CBAM combines channel attention and spatial attention to adaptively adjust the weights of the feature map, to improve the capture of useful features. This attention mechanism has been validated on numerous tasks and datasets, and its effectiveness in improving the performance of the model has been demonstrated.

Ablation study

An ablation study is an efficient method for studying causal relationships. To better understand the behavior of complex deep neural networks, it is often necessary to study the performance of a network by removing parts of it. To validate the effectiveness of the improvements made in this study to the YOLOv5s detection algorithm, ablation experiments were conducted on the constructed dataset, and the results are reported below.

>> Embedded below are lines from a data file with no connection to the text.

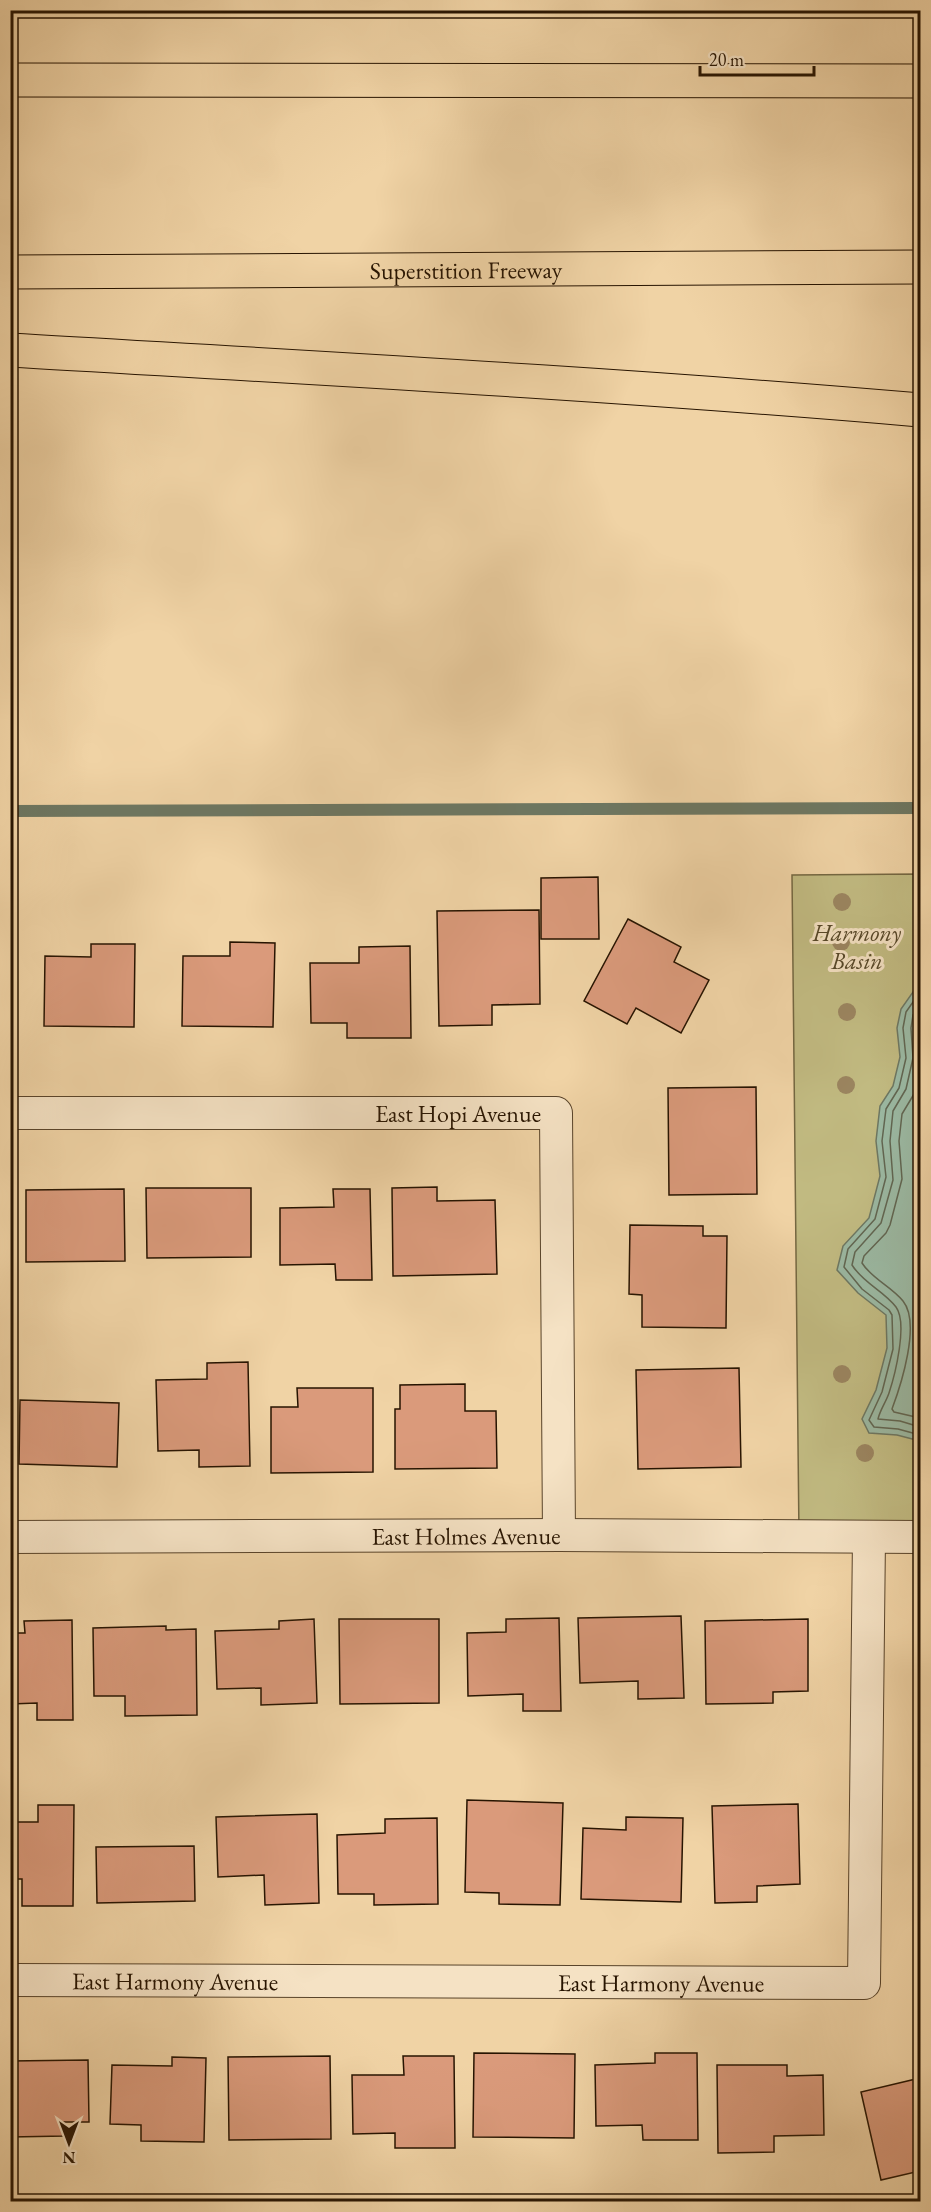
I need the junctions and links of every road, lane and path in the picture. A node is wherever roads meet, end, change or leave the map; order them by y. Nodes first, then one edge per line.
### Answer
1 (10, 80) edge
2 (921, 81) edge
3 (921, 267) edge
4 (10, 272) edge
5 (10, 350) edge
6 (921, 410) edge
7 (10, 1113) edge
8 (559, 1535) junction
9 (10, 1537) edge
10 (869, 1537) junction
11 (921, 1537) edge
12 (10, 1980) edge

1 - 2 highway
3 - 4 highway, Superstition Freeway
5 - 6 highway
7 - 8 street, East Hopi Avenue
8 - 9 street, East Holmes Avenue
8 - 10 street, East Holmes Avenue
10 - 11 street, East Holmes Avenue
10 - 12 street, East Harmony Avenue

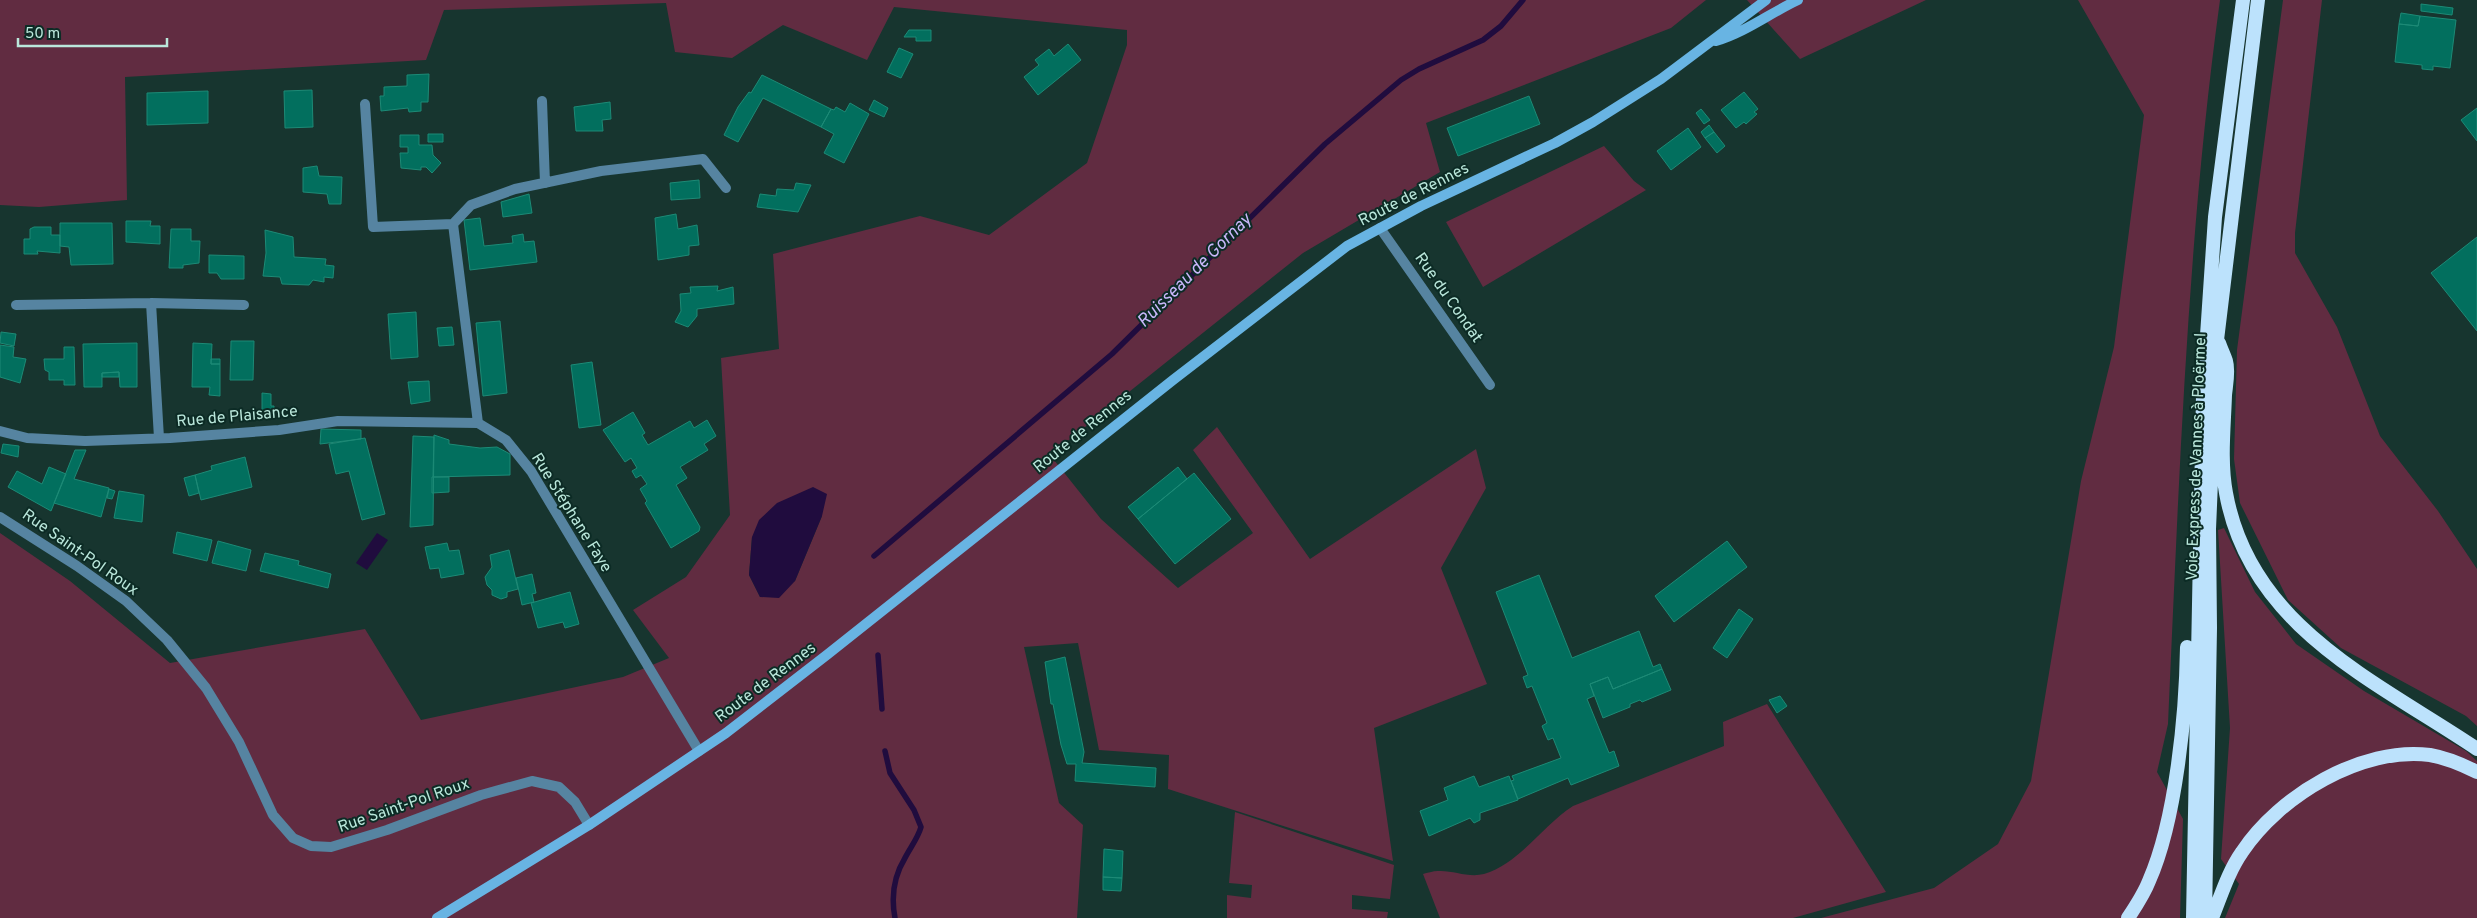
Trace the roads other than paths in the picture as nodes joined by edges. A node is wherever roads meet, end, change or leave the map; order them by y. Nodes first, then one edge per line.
1 (1766, 0) edge
2 (1798, 0) edge
3 (2243, 0) edge
4 (2258, 0) edge
5 (1710, 43) junction
6 (542, 102) dead end
7 (365, 104) dead end
8 (545, 183) junction
9 (726, 188) dead end
10 (453, 224) junction
11 (1380, 228) junction
12 (151, 304) junction
13 (16, 305) dead end
14 (244, 305) dead end
15 (2218, 340) junction
16 (1490, 385) dead end
17 (478, 423) junction
18 (0, 431) edge
19 (159, 438) junction
20 (0, 517) edge
21 (2199, 521) junction
22 (2477, 749) edge
23 (700, 751) junction
24 (2477, 772) edge
25 (589, 825) junction
26 (437, 918) edge
27 (2128, 918) edge
28 (2193, 918) edge
29 (2205, 918) edge
30 (2212, 918) edge

1 - 5 main road, Route de Rennes
2 - 5 main road
3 - 21 highway, Voie Express de Vannes à Ploërmel
4 - 15 highway, Voie Express de Vannes à Ploërmel
5 - 11 main road, Route de Rennes
6 - 8 street
7 - 10 street
8 - 9 street
8 - 10 street
10 - 17 street
11 - 16 street, Rue du Condat
11 - 23 main road, Route de Rennes
12 - 13 street
12 - 14 street
12 - 19 street
15 - 22 highway
15 - 29 highway, Voie Express de Vannes à Ploërmel
17 - 19 street, Rue de Plaisance
17 - 23 street, Rue Stéphane Faye
18 - 19 street, Rue de Plaisance
20 - 25 street, Rue Saint-Pol Roux
21 - 27 highway
21 - 28 highway, Voie Express de Vannes à Ploërmel
23 - 25 main road, Route de Rennes
24 - 30 highway
25 - 26 main road, Route de Rennes

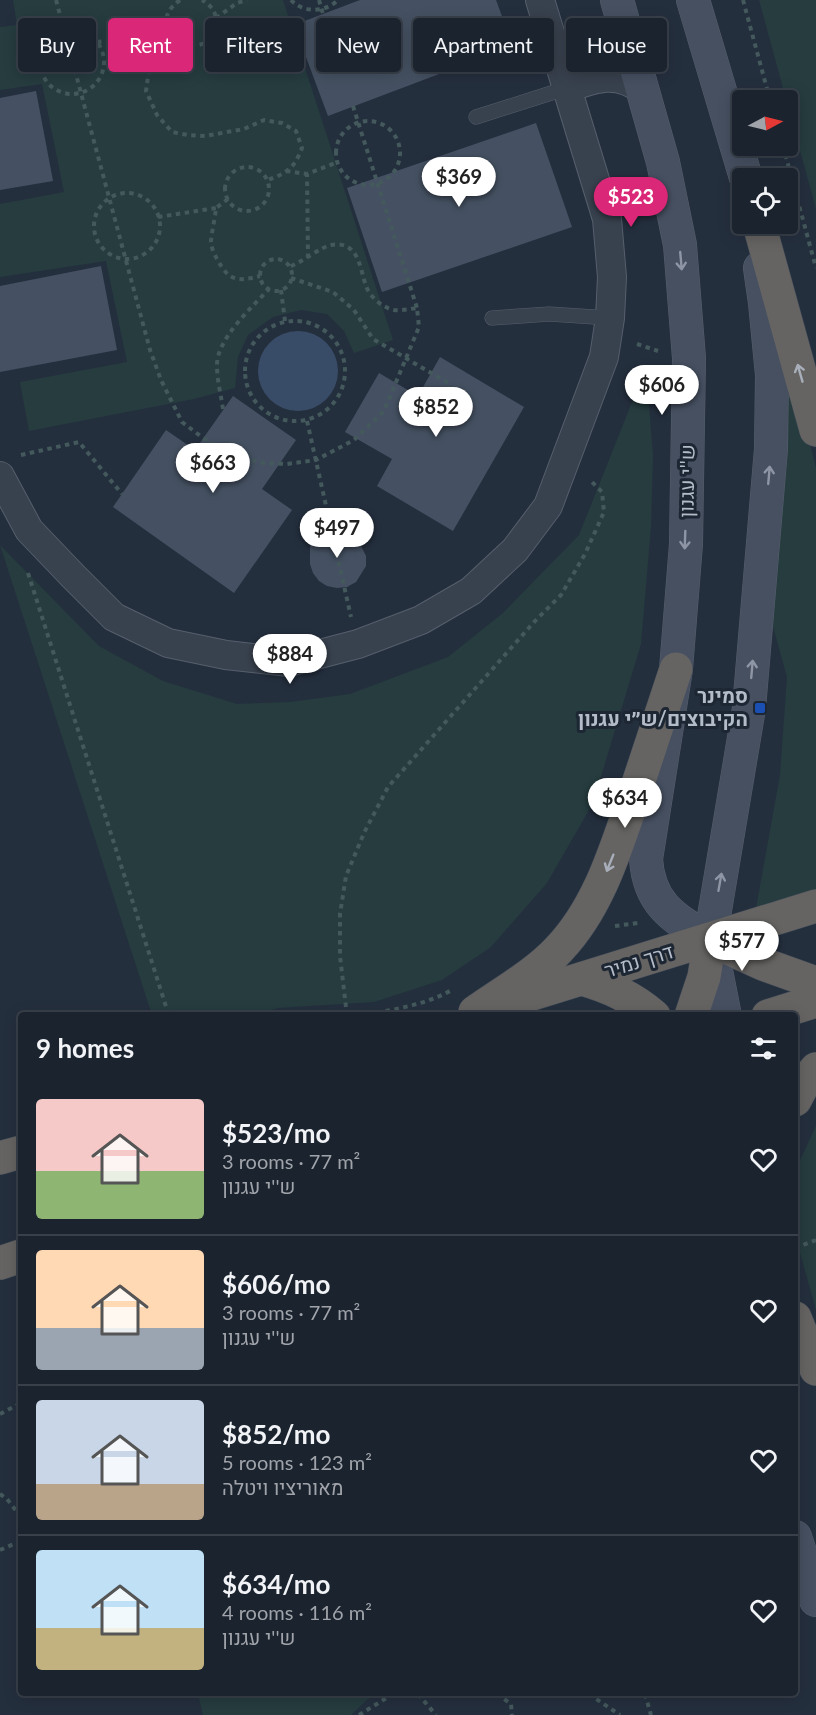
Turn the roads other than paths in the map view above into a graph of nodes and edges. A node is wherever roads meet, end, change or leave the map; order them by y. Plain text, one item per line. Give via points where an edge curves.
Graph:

A total of seven sets of ablation experiments were conducted with the aim of exploring the impact of the different improvements on the performance of the object detection model. First, the effects of different combinations of improvements were evaluated by ablating ShuffleNetV2, the detection layer, GhostConv, and CBAM. These experimental results were then compared with the original experimental results, which showed that the addition of the CBAM to the model and the replacement of the normal convolution with GhostConv had a positive impact on the performance. The MDP-YOLO model showed the best overall performance with a combination of all of the proposed improvements.

RESULTS AND DISCUSSION

Results

The training process of the model is shown in Figure 9 . In the process of training, the value of the loss function intuitively reflects whether the model is converging steadily with an increase in the number of iterations. The changes in the values of the loss function during the training process of YOLOv5s and MDP-YOLO showed that both of these converged smoothly without obvious overfitting or underfitting, which verified the suitability of the rice pest dataset and the effectiveness of the experiments. In addition, from the loss curve, it can be seen that after 100 iterations, the loss value is stable and has decreased to around zero. Compared with the original YOLOv5s, MDP-YOLO has a faster regression speed, which further supports the better training process of the model. From the precision and recall curves, it can be seen that the values of P and R for the MDP-YOLO model gradually increase, and exceed those of YOLOv5s as the number of iterations increases, indicating that the model has a stronger ability to predict rice pests. The F1-score is a measure used for classification problems that consists of the harmonic mean of the precision and recall. From the curves below, it can be seen that the F1-score for MDP-YOLO is significantly higher than for YOLOv5s, indicating the superior performance of the MDP-YOLO model.

FIGURE 9
Training results for MDP-YOLO and YOLOv5s.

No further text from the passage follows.